> _Exercise_
Copy out every entry, keeping each character the same.

> _Dataset records_

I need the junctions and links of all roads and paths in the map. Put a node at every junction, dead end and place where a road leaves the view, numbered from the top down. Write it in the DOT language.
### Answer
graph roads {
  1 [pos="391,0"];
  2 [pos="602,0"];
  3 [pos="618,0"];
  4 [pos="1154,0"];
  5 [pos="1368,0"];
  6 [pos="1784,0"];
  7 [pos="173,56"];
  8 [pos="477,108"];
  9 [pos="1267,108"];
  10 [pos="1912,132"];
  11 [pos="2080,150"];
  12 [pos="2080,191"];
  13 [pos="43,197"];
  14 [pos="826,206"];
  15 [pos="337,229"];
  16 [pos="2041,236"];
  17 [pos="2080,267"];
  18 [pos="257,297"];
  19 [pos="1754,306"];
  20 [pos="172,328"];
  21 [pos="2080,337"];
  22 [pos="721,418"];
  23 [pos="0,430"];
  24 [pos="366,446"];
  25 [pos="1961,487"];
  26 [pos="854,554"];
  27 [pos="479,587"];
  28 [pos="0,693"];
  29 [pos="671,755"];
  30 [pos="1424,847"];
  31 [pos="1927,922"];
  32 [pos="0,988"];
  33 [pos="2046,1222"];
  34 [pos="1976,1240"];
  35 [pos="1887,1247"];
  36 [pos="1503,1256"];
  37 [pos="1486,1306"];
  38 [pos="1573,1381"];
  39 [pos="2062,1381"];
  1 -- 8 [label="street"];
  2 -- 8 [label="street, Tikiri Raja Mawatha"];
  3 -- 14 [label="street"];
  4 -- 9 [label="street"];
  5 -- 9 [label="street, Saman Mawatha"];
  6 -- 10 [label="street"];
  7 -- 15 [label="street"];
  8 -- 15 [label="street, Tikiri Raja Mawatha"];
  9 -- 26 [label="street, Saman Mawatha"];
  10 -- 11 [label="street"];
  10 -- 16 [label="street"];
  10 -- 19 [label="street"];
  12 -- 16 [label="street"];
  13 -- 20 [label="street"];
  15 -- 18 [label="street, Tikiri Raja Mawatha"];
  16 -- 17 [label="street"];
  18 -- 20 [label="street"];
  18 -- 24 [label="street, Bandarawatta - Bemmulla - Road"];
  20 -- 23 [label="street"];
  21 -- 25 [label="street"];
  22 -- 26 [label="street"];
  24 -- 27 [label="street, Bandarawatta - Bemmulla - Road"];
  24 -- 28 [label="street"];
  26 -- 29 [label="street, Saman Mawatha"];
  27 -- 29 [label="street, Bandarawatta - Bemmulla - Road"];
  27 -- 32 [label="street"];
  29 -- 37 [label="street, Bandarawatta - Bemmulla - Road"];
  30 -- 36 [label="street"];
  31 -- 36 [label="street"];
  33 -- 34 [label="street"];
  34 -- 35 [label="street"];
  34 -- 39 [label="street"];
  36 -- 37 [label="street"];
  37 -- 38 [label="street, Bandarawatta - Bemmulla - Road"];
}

> _Solution for this exercise_
I need the junctions and links of all roads and paths in the map. Put a node at every junction, dead end and place where a road leaves the view, numbered from the top down. Write it in the DOT language.
### Answer
graph roads {
  1 [pos="391,0"];
  2 [pos="602,0"];
  3 [pos="618,0"];
  4 [pos="1154,0"];
  5 [pos="1368,0"];
  6 [pos="1784,0"];
  7 [pos="173,56"];
  8 [pos="477,108"];
  9 [pos="1267,108"];
  10 [pos="1912,132"];
  11 [pos="2080,150"];
  12 [pos="2080,191"];
  13 [pos="43,197"];
  14 [pos="826,206"];
  15 [pos="337,229"];
  16 [pos="2041,236"];
  17 [pos="2080,267"];
  18 [pos="257,297"];
  19 [pos="1754,306"];
  20 [pos="172,328"];
  21 [pos="2080,337"];
  22 [pos="721,418"];
  23 [pos="0,430"];
  24 [pos="366,446"];
  25 [pos="1961,487"];
  26 [pos="854,554"];
  27 [pos="479,587"];
  28 [pos="0,693"];
  29 [pos="671,755"];
  30 [pos="1424,847"];
  31 [pos="1927,922"];
  32 [pos="0,988"];
  33 [pos="2046,1222"];
  34 [pos="1976,1240"];
  35 [pos="1887,1247"];
  36 [pos="1503,1256"];
  37 [pos="1486,1306"];
  38 [pos="1573,1381"];
  39 [pos="2062,1381"];
  1 -- 8 [label="street"];
  2 -- 8 [label="street, Tikiri Raja Mawatha"];
  3 -- 14 [label="street"];
  4 -- 9 [label="street"];
  5 -- 9 [label="street, Saman Mawatha"];
  6 -- 10 [label="street"];
  7 -- 15 [label="street"];
  8 -- 15 [label="street, Tikiri Raja Mawatha"];
  9 -- 26 [label="street, Saman Mawatha"];
  10 -- 11 [label="street"];
  10 -- 16 [label="street"];
  10 -- 19 [label="street"];
  12 -- 16 [label="street"];
  13 -- 20 [label="street"];
  15 -- 18 [label="street, Tikiri Raja Mawatha"];
  16 -- 17 [label="street"];
  18 -- 20 [label="street"];
  18 -- 24 [label="street, Bandarawatta - Bemmulla - Road"];
  20 -- 23 [label="street"];
  21 -- 25 [label="street"];
  22 -- 26 [label="street"];
  24 -- 27 [label="street, Bandarawatta - Bemmulla - Road"];
  24 -- 28 [label="street"];
  26 -- 29 [label="street, Saman Mawatha"];
  27 -- 29 [label="street, Bandarawatta - Bemmulla - Road"];
  27 -- 32 [label="street"];
  29 -- 37 [label="street, Bandarawatta - Bemmulla - Road"];
  30 -- 36 [label="street"];
  31 -- 36 [label="street"];
  33 -- 34 [label="street"];
  34 -- 35 [label="street"];
  34 -- 39 [label="street"];
  36 -- 37 [label="street"];
  37 -- 38 [label="street, Bandarawatta - Bemmulla - Road"];
}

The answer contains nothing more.